Directions for this task: Using the records below, filter out every line that lacks "thumb" and copy the rest.

Records for the task:
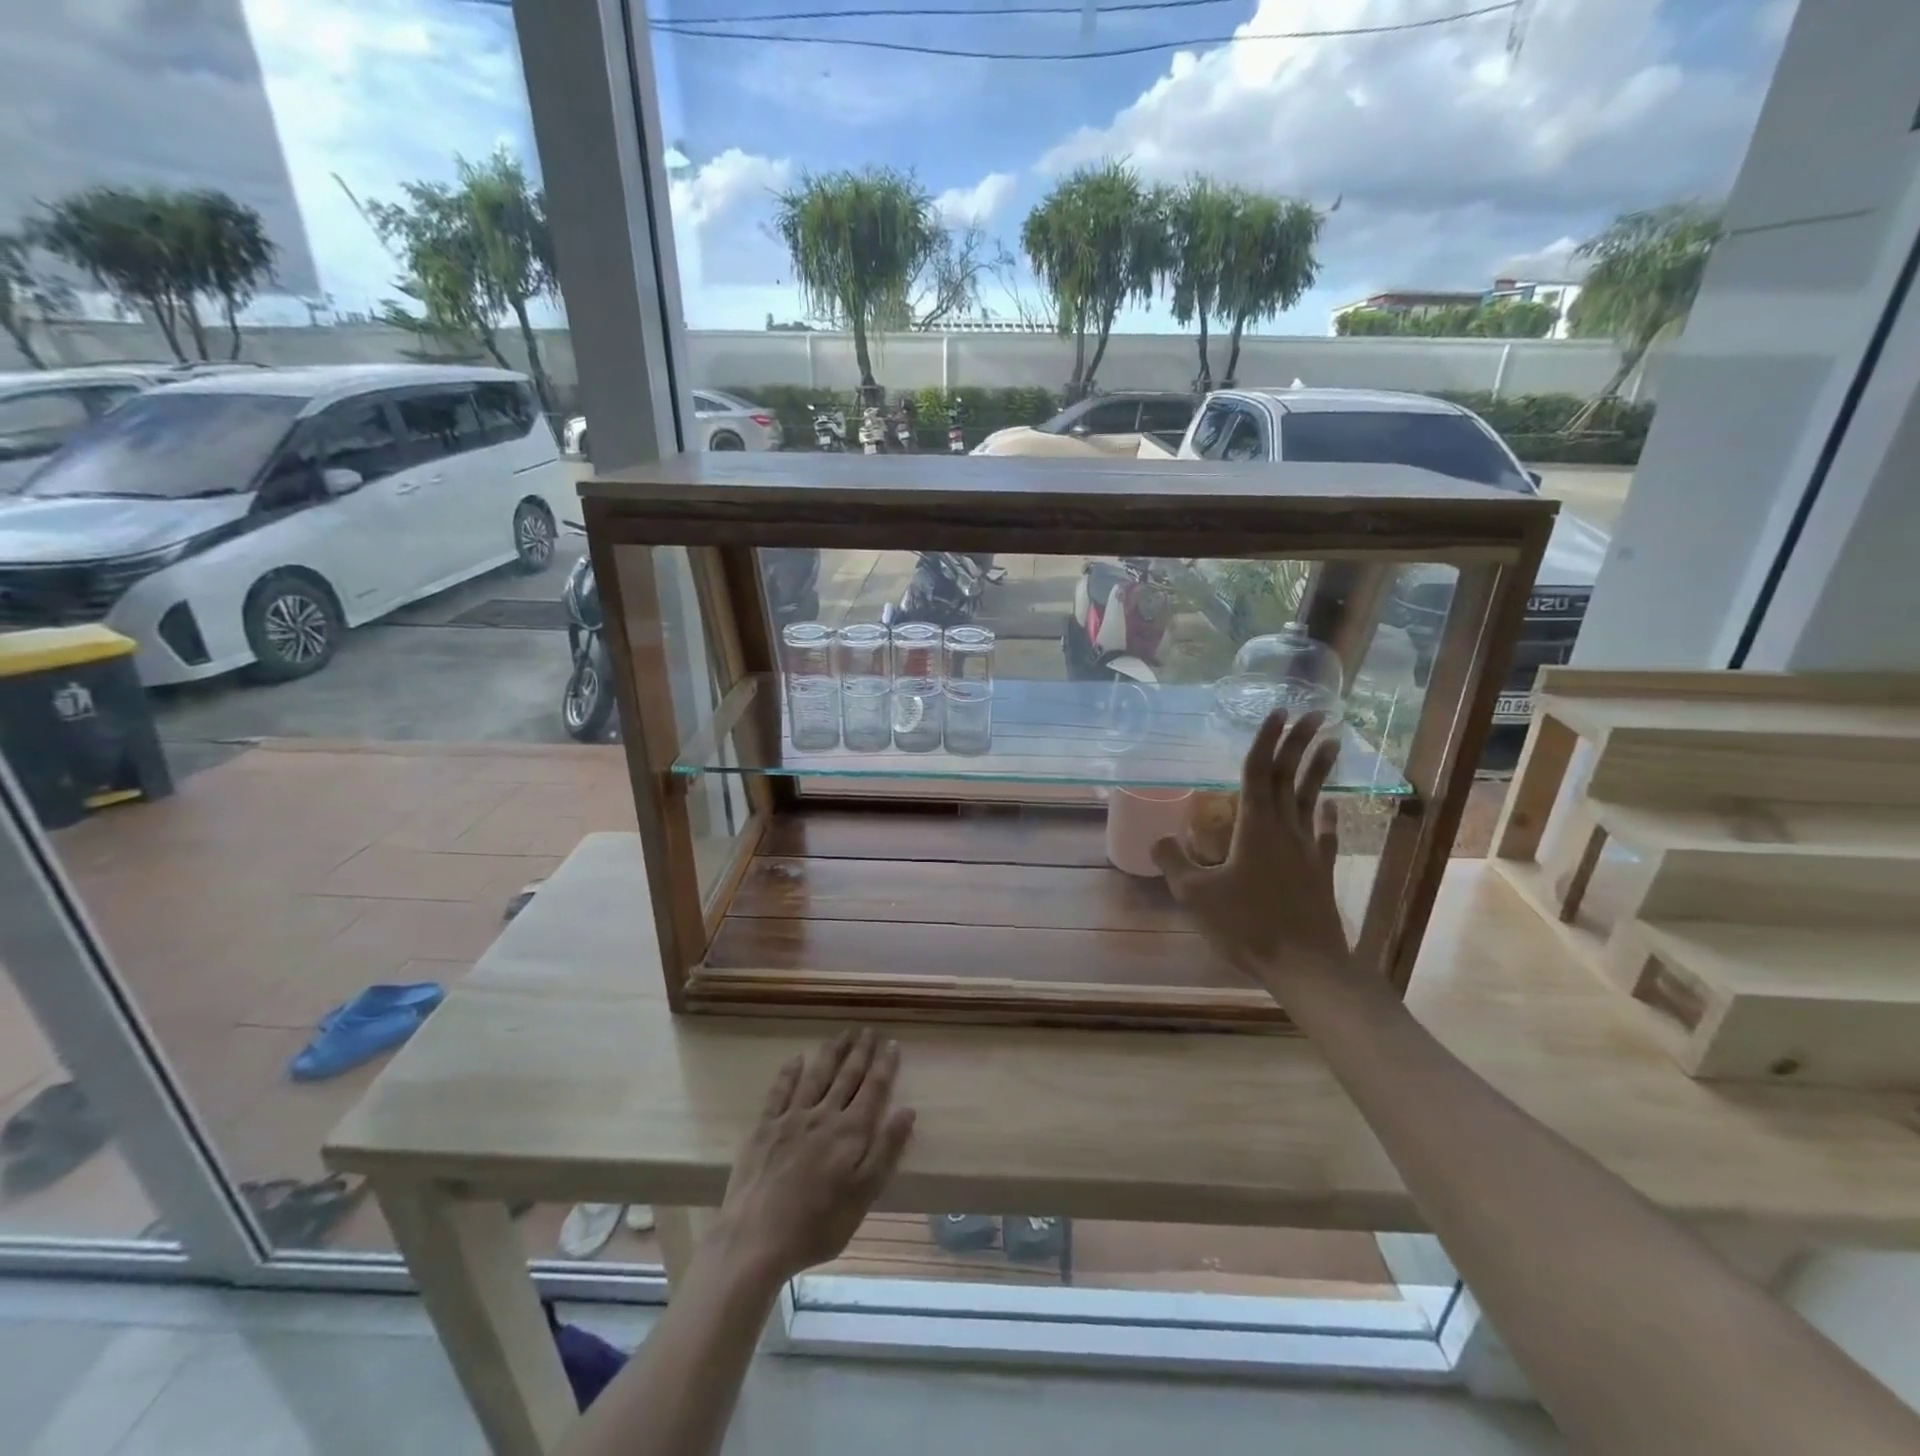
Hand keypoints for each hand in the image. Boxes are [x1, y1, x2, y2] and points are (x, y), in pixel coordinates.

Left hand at [711, 1029, 915, 1288]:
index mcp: (850, 1132)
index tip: (892, 1043)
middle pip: (846, 1076)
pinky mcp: (764, 1127)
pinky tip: (797, 1058)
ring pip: (816, 1075)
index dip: (884, 1065)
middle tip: (868, 1030)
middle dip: (860, 1051)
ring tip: (842, 1033)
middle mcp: (824, 1116)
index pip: (873, 1089)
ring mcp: (792, 1118)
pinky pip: (780, 1091)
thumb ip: (886, 1150)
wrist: (756, 1239)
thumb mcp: (863, 1195)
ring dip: (831, 1052)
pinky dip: (789, 1072)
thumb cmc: (817, 1225)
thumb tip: (907, 1110)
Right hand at [1152, 710, 1351, 990]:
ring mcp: (1307, 850)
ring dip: (1319, 769)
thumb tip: (1157, 837)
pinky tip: (1332, 806)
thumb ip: (1174, 862)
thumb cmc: (1247, 926)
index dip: (1267, 740)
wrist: (1305, 966)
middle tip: (1311, 713)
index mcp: (1255, 827)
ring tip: (1332, 742)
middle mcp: (1285, 829)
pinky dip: (1329, 816)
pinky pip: (1325, 834)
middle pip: (1290, 777)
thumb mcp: (1195, 895)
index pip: (1259, 772)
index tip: (1278, 711)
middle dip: (1299, 742)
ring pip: (1312, 799)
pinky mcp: (1320, 871)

Response below:
thumb ip: (886, 1150)
thumb mcp: (863, 1195)
thumb cmc: (817, 1225)
thumb tip: (907, 1110)
thumb tip: (1157, 837)
thumb ip: (1174, 862)
thumb cmc: (1247, 926)
thumb mcp: (1195, 895)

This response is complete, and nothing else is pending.